I called for Osman to help us with the luggage, but he was too busy settling in with his family to respond. So we staggered into the house with the vast assortment of suitcases and travel cots, fishing tackle, deck chairs, golf clubs, and roller skates. After we had ferried about half the baggage into the salon, Lulu accosted me.

“This place is a dump,” she snarled. “I don't know how you have the guts to invite guests when it's in such a state.”

I was going to mutter something about us having not invited anyone, but broken Frank pulled me back with a frown.

“There's a lot of building work going on,” I said, “but we've cleaned out a couple of rooms for you. It's camping, I'm afraid.”

The pit bull smiled ferociously, revealing her back teeth. “I've looked around,” she said, “and found a cozy little bedroom on the long corridor.”

“That's where we stay,” I said.

“Oh, is it?” growled Lulu. “Well, we are going to stay in there.”
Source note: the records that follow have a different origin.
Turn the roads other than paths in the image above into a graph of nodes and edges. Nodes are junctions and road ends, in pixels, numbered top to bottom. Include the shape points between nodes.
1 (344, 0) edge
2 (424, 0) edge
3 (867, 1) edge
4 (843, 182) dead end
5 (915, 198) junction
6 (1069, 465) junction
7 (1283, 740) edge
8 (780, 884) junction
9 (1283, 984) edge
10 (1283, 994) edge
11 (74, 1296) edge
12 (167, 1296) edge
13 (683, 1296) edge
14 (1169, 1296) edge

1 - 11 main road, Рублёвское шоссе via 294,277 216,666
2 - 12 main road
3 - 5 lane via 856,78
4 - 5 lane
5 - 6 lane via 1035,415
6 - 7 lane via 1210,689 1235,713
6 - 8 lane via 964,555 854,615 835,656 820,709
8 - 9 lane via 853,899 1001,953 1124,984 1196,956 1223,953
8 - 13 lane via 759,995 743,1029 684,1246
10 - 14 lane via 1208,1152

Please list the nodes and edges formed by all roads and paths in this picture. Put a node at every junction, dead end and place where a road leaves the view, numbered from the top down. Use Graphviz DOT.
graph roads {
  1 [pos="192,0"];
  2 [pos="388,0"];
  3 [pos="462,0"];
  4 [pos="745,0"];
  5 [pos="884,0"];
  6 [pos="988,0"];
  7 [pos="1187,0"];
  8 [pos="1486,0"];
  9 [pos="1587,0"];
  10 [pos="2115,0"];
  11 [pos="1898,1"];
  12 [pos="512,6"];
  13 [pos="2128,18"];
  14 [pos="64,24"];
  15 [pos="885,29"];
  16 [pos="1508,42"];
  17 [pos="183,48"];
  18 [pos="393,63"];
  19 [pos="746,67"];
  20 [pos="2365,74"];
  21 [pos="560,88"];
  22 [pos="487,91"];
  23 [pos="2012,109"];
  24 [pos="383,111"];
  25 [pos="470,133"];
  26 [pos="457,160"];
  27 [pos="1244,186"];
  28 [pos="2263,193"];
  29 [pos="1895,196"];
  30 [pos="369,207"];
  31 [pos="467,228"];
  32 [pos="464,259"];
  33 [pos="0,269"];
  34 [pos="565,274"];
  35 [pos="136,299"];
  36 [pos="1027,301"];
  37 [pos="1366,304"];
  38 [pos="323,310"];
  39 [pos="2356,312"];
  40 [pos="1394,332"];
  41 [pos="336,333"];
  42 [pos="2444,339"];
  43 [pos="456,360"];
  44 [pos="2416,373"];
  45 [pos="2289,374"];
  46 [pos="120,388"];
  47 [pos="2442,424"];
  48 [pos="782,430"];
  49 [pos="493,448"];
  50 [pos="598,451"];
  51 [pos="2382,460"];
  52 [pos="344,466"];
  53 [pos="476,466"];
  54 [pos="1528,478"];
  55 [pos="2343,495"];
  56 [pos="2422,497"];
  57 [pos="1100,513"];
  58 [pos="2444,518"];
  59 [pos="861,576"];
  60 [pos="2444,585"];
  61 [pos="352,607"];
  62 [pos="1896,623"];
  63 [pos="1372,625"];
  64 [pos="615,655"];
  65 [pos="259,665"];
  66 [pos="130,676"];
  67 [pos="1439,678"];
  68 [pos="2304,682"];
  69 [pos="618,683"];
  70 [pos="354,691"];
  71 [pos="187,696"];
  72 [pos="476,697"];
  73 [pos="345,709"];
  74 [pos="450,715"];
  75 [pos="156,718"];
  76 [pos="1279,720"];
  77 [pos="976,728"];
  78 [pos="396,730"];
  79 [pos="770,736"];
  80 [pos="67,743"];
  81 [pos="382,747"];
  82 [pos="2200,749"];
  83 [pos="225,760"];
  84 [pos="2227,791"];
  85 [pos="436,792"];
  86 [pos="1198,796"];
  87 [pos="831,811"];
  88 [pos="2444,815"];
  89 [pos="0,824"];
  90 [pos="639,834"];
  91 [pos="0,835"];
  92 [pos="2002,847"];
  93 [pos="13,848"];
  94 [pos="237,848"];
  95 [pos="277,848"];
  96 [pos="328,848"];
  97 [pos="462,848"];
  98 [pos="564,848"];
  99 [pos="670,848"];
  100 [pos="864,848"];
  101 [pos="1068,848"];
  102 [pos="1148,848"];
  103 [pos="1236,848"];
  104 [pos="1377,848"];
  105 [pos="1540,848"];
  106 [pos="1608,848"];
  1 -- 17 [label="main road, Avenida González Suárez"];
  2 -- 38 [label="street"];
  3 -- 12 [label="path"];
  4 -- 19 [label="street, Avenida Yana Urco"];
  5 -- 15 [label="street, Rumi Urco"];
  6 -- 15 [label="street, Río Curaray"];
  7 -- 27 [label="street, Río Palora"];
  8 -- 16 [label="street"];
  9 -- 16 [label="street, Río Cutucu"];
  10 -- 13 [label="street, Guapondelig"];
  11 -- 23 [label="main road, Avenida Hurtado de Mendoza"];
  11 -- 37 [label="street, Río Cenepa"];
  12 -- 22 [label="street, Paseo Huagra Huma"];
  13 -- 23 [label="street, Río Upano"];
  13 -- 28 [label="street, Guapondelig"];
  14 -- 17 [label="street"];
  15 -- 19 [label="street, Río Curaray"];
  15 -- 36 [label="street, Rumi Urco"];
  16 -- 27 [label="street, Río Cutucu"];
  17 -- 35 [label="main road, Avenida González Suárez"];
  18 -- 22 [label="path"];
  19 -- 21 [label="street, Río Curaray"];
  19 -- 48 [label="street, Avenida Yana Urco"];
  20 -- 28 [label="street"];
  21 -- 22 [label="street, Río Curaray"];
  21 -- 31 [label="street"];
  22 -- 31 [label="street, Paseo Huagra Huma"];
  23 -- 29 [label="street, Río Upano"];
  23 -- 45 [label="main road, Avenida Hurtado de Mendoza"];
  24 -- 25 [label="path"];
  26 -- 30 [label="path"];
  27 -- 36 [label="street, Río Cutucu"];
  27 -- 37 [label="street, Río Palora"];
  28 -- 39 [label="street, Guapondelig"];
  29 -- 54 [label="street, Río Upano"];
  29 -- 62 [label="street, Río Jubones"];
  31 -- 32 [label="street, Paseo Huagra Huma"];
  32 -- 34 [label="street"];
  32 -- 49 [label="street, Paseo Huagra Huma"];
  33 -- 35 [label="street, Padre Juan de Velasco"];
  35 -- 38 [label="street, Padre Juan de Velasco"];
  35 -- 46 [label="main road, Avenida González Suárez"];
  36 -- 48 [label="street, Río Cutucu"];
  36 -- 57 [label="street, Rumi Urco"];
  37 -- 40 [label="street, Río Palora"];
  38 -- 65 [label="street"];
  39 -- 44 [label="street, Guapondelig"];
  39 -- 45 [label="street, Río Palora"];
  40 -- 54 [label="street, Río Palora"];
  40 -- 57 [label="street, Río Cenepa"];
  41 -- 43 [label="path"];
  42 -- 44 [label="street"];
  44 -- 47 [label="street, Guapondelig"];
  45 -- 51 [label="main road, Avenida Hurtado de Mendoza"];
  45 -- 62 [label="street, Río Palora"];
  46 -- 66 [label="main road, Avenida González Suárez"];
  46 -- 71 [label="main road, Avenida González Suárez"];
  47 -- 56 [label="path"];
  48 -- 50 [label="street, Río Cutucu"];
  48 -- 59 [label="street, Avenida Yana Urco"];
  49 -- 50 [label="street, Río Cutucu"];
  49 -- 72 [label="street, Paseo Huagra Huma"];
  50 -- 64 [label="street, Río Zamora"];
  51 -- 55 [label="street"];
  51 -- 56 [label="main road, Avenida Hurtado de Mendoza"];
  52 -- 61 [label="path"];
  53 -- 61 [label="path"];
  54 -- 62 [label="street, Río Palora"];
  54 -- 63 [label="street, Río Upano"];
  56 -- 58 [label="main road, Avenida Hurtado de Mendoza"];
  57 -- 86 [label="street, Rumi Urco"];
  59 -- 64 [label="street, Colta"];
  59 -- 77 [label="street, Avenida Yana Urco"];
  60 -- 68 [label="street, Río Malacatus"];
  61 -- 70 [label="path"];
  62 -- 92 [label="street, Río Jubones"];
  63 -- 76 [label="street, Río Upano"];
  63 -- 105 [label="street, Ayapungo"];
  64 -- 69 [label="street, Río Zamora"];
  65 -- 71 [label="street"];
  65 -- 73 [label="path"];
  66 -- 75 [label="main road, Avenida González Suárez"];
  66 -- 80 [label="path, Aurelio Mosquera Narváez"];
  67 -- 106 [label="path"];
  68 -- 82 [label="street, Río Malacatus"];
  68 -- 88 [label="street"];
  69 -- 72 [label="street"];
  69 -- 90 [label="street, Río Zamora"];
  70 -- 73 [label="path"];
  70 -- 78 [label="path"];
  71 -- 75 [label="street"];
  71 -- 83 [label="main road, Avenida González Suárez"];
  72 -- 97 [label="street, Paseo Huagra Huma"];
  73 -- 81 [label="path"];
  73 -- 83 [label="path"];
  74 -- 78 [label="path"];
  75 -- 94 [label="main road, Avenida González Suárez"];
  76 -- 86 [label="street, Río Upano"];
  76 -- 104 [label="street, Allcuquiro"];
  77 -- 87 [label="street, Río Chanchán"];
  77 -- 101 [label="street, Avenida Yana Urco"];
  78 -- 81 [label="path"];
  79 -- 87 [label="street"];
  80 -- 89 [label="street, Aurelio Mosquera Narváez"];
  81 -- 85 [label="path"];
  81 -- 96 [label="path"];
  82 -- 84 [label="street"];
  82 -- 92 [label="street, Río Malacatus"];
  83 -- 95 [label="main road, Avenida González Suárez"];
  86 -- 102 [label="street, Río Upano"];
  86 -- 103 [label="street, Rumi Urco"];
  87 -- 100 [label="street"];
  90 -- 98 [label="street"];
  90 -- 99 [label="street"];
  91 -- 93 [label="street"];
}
She beckoned to Frank to lug the bags forward. Five minutes later, Lulu, her daughters, half the luggage, and the long-suffering husband were blissfully settled in our room. I was wondering what to tell my wife. At that moment she arrived home.

“They're here,” I said cheerily. “So many of them!”

“Are they comfortable?”

“Oh yes,” I replied, “I think they're very comfortable.”

There was a short pause.

“They've taken our room,” I said.

Marriage is a succession of good and bad moments. You strive your hardest to maximize the good and to minimize the bad. But that moment, standing outside the locked door of our own bedroom, was one of the very worst I have encountered since our wedding day. Rachana looked at me so coldly that the air between us froze.

“She's frightening,” I said. “She's taken over. There was nothing I could do.”

“We're going to a hotel, right now,” Rachana said.

While Lulu and Frank slept off the fatigue of the journey, we slunk out of the house. Thirty minutes later we were checked into a suite in a luxurious hotel down in the Art Deco quarter. There were soft beds and feather pillows, dainty bars of perfumed soap, monogrammed bathrobes, and an unending supply of boiling hot water.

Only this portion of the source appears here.